Stored items:
——

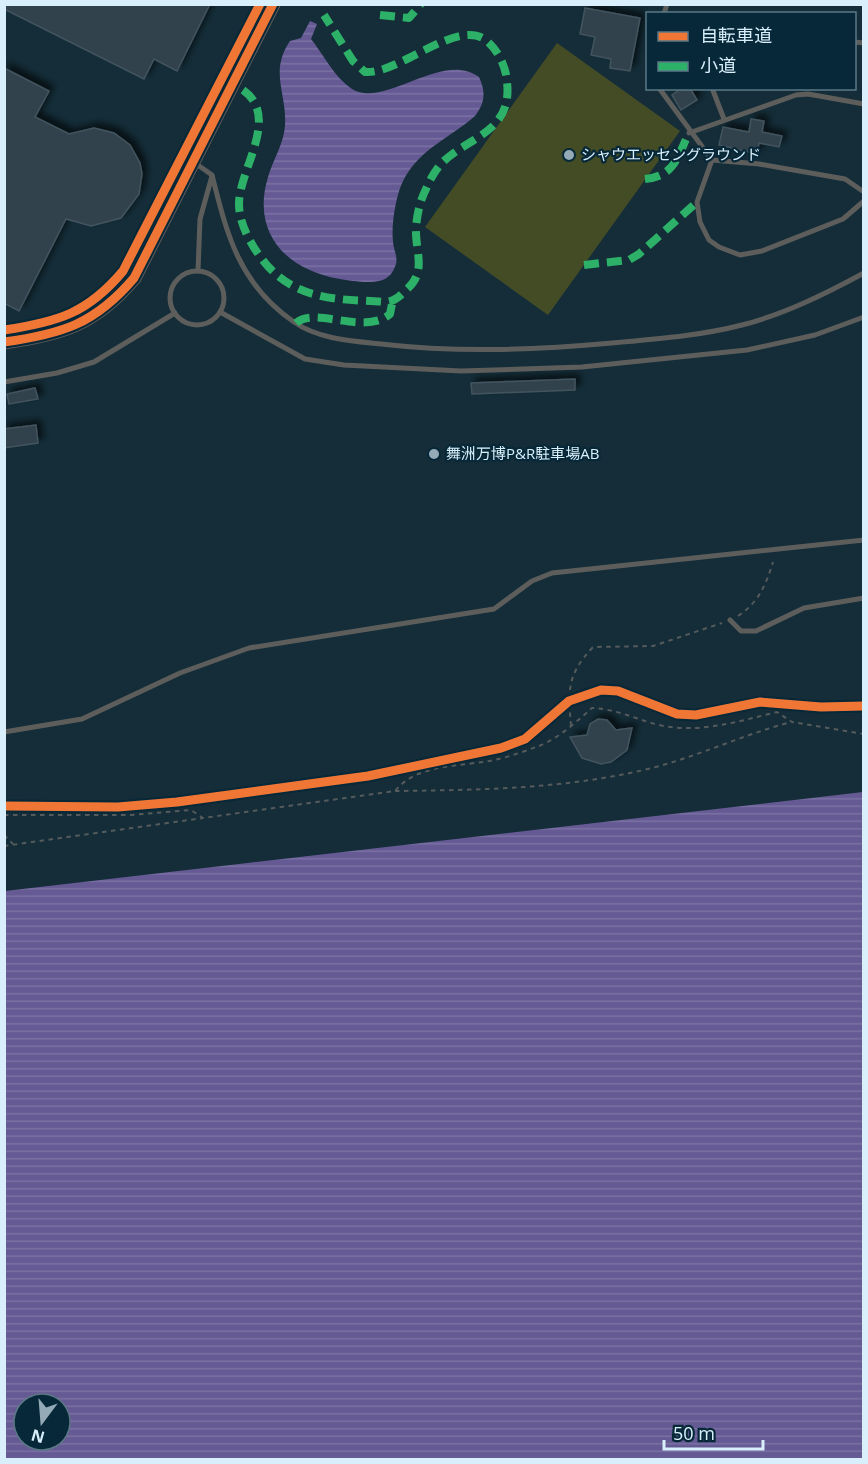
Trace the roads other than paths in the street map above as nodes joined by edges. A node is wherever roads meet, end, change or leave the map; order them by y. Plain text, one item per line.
1 (273, 4) edge
2 (660, 90) edge
3 (713, 90) edge
4 (864, 104) edge
5 (724, 119) junction
6 (689, 133) junction
7 (712, 160) junction
8 (194, 162) junction
9 (212, 175) junction
10 (864, 192) edge
11 (864, 201) edge
12 (198, 271) junction
13 (864, 273) edge
14 (220, 312) junction
15 (175, 313) junction
16 (864, 317) edge
17 (4, 342) edge
18 (4, 382) edge
19 (864, 540) edge
20 (864, 598) edge
21 (730, 620) road end
22 (4, 732) edge

1 - 8 street
2 - 6 lane
3 - 5 lane
4 - 5 lane
5 - 6 lane
6 - 7 lane
7 - 10 lane
7 - 11 lane
8 - 9 lane
8 - 17 street
9 - 12 lane
9 - 13 lane
12 - 14 lane
12 - 15 lane
14 - 15 lane
14 - 16 lane
15 - 18 lane
19 - 22 lane
20 - 21 lane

——

Exercise objective>
Please repeat all of the entries above word for word, but drop any pictures.

Exercise solution>
Trace the roads other than paths in the street map above as nodes joined by edges. A node is wherever roads meet, end, change or leave the map; order them by y. Plain text, one item per line.
1 (273, 4) edge
2 (660, 90) edge
3 (713, 90) edge
4 (864, 104) edge
5 (724, 119) junction
6 (689, 133) junction
7 (712, 160) junction
8 (194, 162) junction
9 (212, 175) junction
10 (864, 192) edge
11 (864, 201) edge
12 (198, 271) junction
13 (864, 273) edge
14 (220, 312) junction
15 (175, 313) junction
16 (864, 317) edge
17 (4, 342) edge
18 (4, 382) edge
19 (864, 540) edge
20 (864, 598) edge
21 (730, 620) road end
22 (4, 732) edge

1 - 8 street
2 - 6 lane
3 - 5 lane
4 - 5 lane
5 - 6 lane
6 - 7 lane
7 - 10 lane
7 - 11 lane
8 - 9 lane
8 - 17 street
9 - 12 lane
9 - 13 lane
12 - 14 lane
12 - 15 lane
14 - 15 lane
14 - 16 lane
15 - 18 lane
19 - 22 lane
20 - 21 lane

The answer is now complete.